Then again, what is so sinister about the plan, exactly? Surely every
government is eager to read its notices in the press, foreign and
domestic. Surely the Bush administration already has a myriad of
minions in the White House, the CIA, the NSA, the DIA and embassies
around the world doing just that. True enough – and there’s the rub.
For if they are already tracking and sifting media sentiment to a
fare-thee-well, why do they need SAP’s $2.4 million software?

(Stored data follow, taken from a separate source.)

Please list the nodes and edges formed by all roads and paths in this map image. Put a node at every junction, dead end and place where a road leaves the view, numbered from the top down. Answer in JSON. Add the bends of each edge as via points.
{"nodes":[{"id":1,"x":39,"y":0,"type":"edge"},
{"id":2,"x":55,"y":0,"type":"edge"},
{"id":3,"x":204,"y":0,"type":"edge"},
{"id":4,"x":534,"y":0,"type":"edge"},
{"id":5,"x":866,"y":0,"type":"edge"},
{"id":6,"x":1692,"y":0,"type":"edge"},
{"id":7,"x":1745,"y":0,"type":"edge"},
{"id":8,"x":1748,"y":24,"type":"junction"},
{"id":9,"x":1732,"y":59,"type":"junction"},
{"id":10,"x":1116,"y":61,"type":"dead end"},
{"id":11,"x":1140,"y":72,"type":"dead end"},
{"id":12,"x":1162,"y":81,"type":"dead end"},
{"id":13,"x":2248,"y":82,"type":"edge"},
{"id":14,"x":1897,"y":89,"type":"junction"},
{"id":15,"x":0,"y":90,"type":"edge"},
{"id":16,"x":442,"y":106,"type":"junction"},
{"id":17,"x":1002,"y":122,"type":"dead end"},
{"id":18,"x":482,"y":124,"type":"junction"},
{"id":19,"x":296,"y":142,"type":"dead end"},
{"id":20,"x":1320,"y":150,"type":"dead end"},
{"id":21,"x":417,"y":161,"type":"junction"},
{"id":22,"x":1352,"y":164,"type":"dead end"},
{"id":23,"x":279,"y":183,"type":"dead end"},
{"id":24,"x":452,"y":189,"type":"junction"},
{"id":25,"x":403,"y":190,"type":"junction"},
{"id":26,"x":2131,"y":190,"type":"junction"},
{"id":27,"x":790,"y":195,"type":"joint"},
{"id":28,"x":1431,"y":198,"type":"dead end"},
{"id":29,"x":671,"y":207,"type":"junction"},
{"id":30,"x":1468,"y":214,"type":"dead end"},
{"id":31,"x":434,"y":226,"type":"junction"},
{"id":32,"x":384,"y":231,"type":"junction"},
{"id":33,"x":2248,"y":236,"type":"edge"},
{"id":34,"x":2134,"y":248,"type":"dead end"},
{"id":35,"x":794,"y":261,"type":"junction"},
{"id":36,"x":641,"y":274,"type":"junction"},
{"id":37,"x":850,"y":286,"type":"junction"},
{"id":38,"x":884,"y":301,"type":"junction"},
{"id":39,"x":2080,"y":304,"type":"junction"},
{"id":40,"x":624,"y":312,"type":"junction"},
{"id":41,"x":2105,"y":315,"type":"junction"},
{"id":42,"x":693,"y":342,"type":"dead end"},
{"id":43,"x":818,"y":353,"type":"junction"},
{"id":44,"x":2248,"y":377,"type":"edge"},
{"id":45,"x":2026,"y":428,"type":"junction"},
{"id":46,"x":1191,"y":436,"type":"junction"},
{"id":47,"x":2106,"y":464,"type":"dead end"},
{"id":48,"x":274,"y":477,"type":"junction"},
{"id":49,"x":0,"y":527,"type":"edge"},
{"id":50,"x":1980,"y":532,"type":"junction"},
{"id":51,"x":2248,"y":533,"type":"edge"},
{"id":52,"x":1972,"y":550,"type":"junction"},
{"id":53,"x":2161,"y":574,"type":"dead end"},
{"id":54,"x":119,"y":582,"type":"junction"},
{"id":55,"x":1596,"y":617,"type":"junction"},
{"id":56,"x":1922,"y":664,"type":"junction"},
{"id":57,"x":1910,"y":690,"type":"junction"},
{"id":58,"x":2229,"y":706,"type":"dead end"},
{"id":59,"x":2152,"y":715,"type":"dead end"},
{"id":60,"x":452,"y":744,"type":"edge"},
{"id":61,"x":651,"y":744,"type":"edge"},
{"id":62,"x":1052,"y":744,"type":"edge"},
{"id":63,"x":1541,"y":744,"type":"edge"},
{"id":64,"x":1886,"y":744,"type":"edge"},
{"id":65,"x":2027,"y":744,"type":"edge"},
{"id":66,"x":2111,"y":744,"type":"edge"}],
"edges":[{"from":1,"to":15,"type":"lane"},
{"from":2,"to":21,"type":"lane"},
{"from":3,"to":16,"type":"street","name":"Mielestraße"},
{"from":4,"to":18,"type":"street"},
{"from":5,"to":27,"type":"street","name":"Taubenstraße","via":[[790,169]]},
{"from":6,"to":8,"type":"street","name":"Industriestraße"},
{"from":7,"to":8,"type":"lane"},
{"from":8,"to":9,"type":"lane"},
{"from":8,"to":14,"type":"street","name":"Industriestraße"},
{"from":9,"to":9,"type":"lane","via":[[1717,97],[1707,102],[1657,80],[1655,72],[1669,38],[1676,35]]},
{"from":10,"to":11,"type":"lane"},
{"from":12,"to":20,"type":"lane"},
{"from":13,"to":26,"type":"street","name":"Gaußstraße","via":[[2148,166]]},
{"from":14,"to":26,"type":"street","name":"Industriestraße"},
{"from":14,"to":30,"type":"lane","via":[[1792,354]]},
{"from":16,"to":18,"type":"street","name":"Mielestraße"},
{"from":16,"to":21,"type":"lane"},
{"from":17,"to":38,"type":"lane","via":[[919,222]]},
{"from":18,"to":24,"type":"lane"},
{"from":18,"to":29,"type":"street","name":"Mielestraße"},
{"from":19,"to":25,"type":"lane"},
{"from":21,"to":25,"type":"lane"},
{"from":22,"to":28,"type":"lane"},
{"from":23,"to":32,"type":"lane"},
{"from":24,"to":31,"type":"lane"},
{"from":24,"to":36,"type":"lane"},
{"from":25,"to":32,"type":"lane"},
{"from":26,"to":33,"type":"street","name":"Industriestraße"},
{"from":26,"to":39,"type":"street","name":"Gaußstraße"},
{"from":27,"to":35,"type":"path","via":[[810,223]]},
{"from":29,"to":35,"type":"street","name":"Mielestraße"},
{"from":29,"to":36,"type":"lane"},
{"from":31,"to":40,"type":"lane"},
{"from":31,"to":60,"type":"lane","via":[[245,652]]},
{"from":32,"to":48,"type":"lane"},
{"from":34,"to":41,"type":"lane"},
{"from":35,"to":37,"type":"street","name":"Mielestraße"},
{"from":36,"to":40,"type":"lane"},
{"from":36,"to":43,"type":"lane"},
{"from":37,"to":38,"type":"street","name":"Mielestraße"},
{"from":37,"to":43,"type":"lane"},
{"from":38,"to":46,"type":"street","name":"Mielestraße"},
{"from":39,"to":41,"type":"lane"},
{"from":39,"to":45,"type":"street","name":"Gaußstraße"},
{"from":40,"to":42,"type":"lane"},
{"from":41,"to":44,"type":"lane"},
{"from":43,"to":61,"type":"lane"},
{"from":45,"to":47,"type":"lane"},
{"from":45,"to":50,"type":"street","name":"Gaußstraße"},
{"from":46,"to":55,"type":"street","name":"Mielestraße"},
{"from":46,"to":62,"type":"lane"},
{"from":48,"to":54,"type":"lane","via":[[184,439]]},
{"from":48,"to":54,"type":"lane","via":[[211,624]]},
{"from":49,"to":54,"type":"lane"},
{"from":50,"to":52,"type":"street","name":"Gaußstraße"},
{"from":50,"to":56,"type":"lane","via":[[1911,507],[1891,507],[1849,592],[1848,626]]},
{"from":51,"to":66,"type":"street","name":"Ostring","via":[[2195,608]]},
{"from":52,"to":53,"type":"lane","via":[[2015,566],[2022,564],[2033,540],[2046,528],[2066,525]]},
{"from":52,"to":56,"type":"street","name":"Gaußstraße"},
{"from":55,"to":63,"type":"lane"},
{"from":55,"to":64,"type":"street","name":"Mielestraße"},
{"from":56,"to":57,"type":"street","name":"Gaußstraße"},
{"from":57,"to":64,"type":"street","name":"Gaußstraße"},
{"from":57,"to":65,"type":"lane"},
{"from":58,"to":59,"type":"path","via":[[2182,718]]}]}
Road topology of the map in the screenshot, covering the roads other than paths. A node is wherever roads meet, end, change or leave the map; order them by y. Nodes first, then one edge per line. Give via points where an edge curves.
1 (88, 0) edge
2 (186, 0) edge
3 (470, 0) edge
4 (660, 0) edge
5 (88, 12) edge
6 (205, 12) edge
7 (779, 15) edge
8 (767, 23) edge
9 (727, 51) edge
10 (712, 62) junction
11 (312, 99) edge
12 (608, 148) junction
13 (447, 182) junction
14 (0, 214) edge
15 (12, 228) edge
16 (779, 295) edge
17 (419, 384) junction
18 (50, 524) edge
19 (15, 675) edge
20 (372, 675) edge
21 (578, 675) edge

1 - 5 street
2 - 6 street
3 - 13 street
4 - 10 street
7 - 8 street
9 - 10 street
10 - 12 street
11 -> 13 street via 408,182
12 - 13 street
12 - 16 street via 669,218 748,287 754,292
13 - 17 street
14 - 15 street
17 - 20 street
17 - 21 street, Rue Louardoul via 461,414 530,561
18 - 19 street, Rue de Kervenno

Here we see the same principle that lies behind Bush’s illegal
warrantless surveillance program. Long-established law – the FISA court
– already provides Bush with the power to spy on anyone even remotely
suspected of a connection to terrorism – and to do so immediately,
without waiting a single instant or jumping through a single
bureaucratic hoop to get the operation going. So who is he actually
using his warrantless surveillance program against? It can’t be
suspected terrorists; they are already covered by existing law. There
are only two conclusions to be drawn from this strange state of
affairs: 1) The Bush regime is using the program to spy on people other
than suspected terrorists. 2) It is using the program to establish the
principle that presidential power cannot be restrained by law in any
area that the president arbitrarily designates a “matter of national
security.” These conclusions are not mutually exclusive, of course.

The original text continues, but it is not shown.